Work required
Transcribe every record verbatim; no pictures.

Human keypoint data

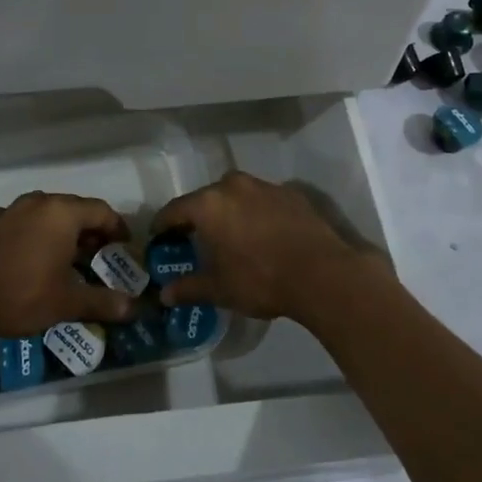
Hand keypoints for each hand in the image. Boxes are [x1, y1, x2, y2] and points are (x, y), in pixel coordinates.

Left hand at [0, 191, 137, 341]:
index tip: (125, 248)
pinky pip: (27, 222)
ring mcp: (11, 211)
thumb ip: (103, 302)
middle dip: (92, 231)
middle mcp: (38, 202)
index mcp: (61, 212)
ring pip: (49, 215)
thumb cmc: (20, 295)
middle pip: (75, 209)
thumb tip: (134, 309)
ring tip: (71, 260)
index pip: (101, 211)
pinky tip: (37, 261)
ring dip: (65, 233)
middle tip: (101, 256)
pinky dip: (40, 235)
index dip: (118, 228)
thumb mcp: (67, 303)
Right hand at [150, 172, 383, 322]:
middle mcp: (233, 186)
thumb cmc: (260, 279)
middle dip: (198, 217)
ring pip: (237, 196)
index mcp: (209, 204)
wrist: (322, 273)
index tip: (159, 238)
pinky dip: (257, 214)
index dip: (163, 225)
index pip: (175, 210)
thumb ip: (188, 288)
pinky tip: (264, 236)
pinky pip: (264, 201)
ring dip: (230, 212)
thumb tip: (164, 294)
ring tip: (232, 237)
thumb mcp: (219, 289)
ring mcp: (265, 186)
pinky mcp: (292, 194)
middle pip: (206, 198)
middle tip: (195, 239)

Result of the exercise
Hand keypoints for each hand in the image. Boxes are [x1, y1, x2, y2] and points are (x, y), in pixel coordinates.

Left hand at [0, 191, 137, 341]:
index tip: (125, 248)
pinky pip: (27, 222)
ring mcp: (11, 211)
thumb ip: (103, 302)
middle dip: (92, 231)
middle mcp: (38, 202)
index mcp: (61, 212)
ring pip: (49, 215)
thumb cmc: (20, 295)
middle pip: (75, 209)
thumb tip: (134, 309)
ring tip: (71, 260)
index pip: (101, 211)
pinky tip: (37, 261)
ring dip: (65, 233)
middle tip: (101, 256)
pinky dip: (40, 235)
index dip: (118, 228)
thumb mcp: (67, 303)
Right hand at [150, 172, 383, 322]:
middle mcp: (233, 186)
thumb cmc: (260, 279)
middle dip: (198, 217)
ring pip: (237, 196)
index mcp: (209, 204)
wrist: (322, 273)
index tip: (159, 238)
pinky dip: (257, 214)
index dip: (163, 225)
index pip: (175, 210)
thumb ip: (188, 288)
pinky tip: (264, 236)
pinky pip: (264, 201)
ring dip: (230, 212)
thumb tip: (164, 294)
ring tip: (232, 237)
thumb mcp: (219, 289)
ring mcp: (265, 186)
pinky mcp: (292, 194)
middle pip: (206, 198)
middle tip: (195, 239)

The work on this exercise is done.